Posted tagged ‘Roger Brown’

Ramshackle governance?

February 8, 2010

One of the more outspoken UK academics specialising in higher education policy is Professor Roger Brown of Liverpool Hope University. He is an interesting participant in debates on higher education not least because of his background, having been a Vice-Chancellor of one university, having also worked in several others, and having been chief executive of the Higher Education Quality Council, the forerunner of the Quality Assurance Agency (QAA). He has not been afraid to express views that run counter to current fashion, for example suggesting in 2008 that the pursuit of ‘world class’ status for some universities in the UK may be not only a waste of time but potentially also counter-productive. I confess that I don’t always agree with his points, but he is a lively contributor to debate and as such plays an important role.

His most recentĀ comment – actually, not yet ‘recent’ in the sense that he has yet to make it formally at a lecture in the University of Portsmouth on February 9 – is that English university governance is ‘ramshackle’ and not well suited to deliver good governance. He feels that most governing bodies are too big to be effective at decision-making, but not big enough to be useful as a forum representative of staff, student and external stakeholder interests. So he suggests that the current model should be replaced by one where there are three ‘courts’ representing each of these three interest groups, and these courts in turn should nominate the members of a smaller ‘supervisory board’ that will have the ultimate governance responsibilities. However, the Vice-Chancellor would be required to report annually to each of these ‘courts’ and would have to satisfy them that their interests were being advanced.

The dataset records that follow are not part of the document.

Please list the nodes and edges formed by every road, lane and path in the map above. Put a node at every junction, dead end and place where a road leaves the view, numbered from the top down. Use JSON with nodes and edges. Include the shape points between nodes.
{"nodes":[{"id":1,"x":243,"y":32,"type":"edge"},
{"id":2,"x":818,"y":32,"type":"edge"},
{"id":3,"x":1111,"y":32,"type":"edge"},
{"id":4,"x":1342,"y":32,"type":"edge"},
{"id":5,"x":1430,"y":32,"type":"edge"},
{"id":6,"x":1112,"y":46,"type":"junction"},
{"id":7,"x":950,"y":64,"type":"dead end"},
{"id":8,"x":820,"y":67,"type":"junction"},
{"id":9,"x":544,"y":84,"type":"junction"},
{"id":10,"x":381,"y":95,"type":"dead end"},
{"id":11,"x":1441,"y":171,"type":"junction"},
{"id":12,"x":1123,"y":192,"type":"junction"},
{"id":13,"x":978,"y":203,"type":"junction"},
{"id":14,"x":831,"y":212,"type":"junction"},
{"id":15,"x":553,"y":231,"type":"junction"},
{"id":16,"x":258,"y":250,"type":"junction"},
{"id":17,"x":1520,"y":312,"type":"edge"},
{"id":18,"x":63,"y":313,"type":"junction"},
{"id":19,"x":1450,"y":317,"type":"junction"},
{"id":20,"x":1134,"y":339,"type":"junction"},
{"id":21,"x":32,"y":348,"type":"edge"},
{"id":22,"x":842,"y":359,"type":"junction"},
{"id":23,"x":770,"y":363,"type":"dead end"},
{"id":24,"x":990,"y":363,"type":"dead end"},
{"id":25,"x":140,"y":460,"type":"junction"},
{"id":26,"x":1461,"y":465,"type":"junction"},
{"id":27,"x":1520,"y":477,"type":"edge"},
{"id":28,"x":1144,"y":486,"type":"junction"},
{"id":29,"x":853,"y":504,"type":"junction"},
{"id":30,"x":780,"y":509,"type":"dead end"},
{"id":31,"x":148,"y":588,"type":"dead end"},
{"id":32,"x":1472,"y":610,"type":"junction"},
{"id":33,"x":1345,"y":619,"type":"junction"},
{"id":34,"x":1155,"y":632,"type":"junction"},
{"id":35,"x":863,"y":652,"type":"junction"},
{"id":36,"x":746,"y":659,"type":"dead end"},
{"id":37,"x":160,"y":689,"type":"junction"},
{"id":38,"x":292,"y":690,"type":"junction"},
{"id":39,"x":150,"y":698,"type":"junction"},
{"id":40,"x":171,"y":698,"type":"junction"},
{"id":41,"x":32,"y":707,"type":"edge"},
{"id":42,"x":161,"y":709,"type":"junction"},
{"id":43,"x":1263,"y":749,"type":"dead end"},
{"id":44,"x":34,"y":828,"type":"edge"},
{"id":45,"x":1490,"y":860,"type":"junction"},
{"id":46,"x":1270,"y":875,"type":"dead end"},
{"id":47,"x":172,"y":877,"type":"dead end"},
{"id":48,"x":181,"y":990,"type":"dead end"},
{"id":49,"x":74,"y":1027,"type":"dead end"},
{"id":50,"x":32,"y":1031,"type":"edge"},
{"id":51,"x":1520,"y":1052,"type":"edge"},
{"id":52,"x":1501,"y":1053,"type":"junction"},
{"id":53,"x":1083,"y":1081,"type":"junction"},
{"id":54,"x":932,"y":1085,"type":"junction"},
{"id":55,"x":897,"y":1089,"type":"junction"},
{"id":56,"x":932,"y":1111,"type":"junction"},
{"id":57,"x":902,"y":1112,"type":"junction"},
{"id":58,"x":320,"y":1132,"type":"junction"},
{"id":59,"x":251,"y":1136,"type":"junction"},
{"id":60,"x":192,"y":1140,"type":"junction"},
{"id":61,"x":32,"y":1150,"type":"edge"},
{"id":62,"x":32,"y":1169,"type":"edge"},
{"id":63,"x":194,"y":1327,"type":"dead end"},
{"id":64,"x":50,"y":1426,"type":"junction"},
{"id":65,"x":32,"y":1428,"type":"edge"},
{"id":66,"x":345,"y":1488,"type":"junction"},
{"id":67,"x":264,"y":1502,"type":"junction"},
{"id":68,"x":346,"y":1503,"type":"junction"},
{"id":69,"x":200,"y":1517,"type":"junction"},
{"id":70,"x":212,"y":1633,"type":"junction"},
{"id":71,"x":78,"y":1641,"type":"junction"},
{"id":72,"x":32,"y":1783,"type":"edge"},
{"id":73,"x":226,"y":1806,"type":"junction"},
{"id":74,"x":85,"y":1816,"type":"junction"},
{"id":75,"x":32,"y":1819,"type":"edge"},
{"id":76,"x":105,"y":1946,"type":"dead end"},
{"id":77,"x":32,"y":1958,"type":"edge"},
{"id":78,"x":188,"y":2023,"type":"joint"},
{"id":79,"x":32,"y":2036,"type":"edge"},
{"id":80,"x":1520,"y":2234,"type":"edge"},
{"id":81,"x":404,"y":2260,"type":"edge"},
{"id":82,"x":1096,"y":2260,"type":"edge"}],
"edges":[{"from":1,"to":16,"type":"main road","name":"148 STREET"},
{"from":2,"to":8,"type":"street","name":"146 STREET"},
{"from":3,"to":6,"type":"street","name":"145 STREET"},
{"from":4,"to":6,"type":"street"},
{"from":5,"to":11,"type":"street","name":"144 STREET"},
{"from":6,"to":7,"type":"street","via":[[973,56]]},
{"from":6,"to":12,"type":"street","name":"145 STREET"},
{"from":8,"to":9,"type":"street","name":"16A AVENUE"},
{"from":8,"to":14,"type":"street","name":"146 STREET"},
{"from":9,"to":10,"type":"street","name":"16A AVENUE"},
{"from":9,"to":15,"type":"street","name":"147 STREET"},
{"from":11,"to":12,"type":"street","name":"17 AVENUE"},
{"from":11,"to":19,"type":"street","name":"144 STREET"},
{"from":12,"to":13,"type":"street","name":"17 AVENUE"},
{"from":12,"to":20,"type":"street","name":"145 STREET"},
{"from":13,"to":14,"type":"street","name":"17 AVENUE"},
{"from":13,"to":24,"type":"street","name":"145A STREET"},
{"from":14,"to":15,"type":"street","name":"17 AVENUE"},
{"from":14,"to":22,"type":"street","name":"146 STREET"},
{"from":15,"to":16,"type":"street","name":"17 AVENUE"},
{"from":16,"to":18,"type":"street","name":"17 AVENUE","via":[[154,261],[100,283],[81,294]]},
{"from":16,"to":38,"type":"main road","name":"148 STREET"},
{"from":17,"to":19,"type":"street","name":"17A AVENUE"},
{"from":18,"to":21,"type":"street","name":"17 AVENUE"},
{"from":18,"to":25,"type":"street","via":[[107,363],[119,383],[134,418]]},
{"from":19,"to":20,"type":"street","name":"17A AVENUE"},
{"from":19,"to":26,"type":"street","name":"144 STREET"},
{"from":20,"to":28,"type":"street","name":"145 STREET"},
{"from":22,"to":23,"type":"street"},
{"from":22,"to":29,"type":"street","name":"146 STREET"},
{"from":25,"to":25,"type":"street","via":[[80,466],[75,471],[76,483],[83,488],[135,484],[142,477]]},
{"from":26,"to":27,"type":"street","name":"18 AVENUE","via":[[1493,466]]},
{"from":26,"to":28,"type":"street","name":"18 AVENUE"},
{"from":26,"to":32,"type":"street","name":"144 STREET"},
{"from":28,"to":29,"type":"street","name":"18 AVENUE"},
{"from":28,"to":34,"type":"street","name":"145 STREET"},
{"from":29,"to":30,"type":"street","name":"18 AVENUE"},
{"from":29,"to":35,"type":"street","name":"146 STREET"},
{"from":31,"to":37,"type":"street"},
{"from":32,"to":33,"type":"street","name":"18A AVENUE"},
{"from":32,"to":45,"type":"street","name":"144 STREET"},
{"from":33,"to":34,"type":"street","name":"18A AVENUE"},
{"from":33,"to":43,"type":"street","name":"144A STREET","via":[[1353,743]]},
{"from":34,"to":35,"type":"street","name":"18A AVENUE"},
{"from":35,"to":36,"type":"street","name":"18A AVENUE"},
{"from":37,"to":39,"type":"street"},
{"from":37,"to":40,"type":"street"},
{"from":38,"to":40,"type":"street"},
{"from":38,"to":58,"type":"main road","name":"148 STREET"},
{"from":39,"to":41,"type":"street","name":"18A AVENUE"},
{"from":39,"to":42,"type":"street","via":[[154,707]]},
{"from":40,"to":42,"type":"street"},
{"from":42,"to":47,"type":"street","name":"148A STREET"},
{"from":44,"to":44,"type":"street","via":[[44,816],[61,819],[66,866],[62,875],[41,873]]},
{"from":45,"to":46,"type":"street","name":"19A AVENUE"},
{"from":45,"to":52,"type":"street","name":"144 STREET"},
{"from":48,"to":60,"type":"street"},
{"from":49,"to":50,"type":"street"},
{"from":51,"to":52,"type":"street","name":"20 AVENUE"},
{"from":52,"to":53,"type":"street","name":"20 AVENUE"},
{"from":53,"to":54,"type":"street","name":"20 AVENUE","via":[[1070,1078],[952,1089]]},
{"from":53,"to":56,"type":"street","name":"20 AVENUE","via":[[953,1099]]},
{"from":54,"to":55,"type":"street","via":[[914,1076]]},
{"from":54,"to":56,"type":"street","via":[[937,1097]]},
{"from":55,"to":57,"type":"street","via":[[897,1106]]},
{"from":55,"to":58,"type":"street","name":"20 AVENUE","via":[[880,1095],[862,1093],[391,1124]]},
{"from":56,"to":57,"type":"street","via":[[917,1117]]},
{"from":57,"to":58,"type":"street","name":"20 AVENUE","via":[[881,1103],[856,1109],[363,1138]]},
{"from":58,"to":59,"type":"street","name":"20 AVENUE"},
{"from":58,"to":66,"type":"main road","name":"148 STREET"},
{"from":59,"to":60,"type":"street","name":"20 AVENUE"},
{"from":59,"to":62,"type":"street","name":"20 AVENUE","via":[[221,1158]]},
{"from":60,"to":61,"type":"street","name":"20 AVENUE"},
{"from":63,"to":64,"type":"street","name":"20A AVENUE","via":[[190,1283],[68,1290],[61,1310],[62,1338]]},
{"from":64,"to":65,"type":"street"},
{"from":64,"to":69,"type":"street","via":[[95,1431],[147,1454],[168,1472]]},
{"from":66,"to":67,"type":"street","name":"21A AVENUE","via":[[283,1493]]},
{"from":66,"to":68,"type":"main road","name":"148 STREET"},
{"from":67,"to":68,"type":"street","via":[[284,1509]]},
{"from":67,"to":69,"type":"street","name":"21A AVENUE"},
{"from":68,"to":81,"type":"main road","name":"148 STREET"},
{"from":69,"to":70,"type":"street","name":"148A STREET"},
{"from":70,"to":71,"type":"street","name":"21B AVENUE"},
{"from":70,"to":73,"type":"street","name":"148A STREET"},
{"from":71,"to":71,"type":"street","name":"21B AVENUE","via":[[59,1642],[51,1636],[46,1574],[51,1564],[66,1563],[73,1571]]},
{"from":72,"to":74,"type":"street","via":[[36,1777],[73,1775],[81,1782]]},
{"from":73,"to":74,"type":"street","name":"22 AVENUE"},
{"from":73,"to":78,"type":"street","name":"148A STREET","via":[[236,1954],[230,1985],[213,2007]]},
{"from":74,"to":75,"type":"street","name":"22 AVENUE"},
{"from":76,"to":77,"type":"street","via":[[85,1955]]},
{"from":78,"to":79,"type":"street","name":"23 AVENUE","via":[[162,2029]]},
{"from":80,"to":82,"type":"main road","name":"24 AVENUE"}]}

I take the view that a review of how universities are governed is certainly timely, and in that sense Professor Brown’s address is useful. Whether his proposed remedy for governance problems is desirable, or indeed workable, is another matter. If, as seems likely, the three ‘courts’ would have very different views on what a university should do strategically and operationally, such a system might end up being quite chaotic. In addition, separate stakeholder governance bodies would very probably adopt highly partisan views on strategy, and might see it as attractive to drill down into detailed operational matters at the expense of overall strategy and policy, and could ultimately paralyze the institution.

However, there is little doubt that effective and appropriate governance is something that needs to be be worked on in higher education, in Ireland no less than the United Kingdom, and so I hope that his comments provoke a wider debate.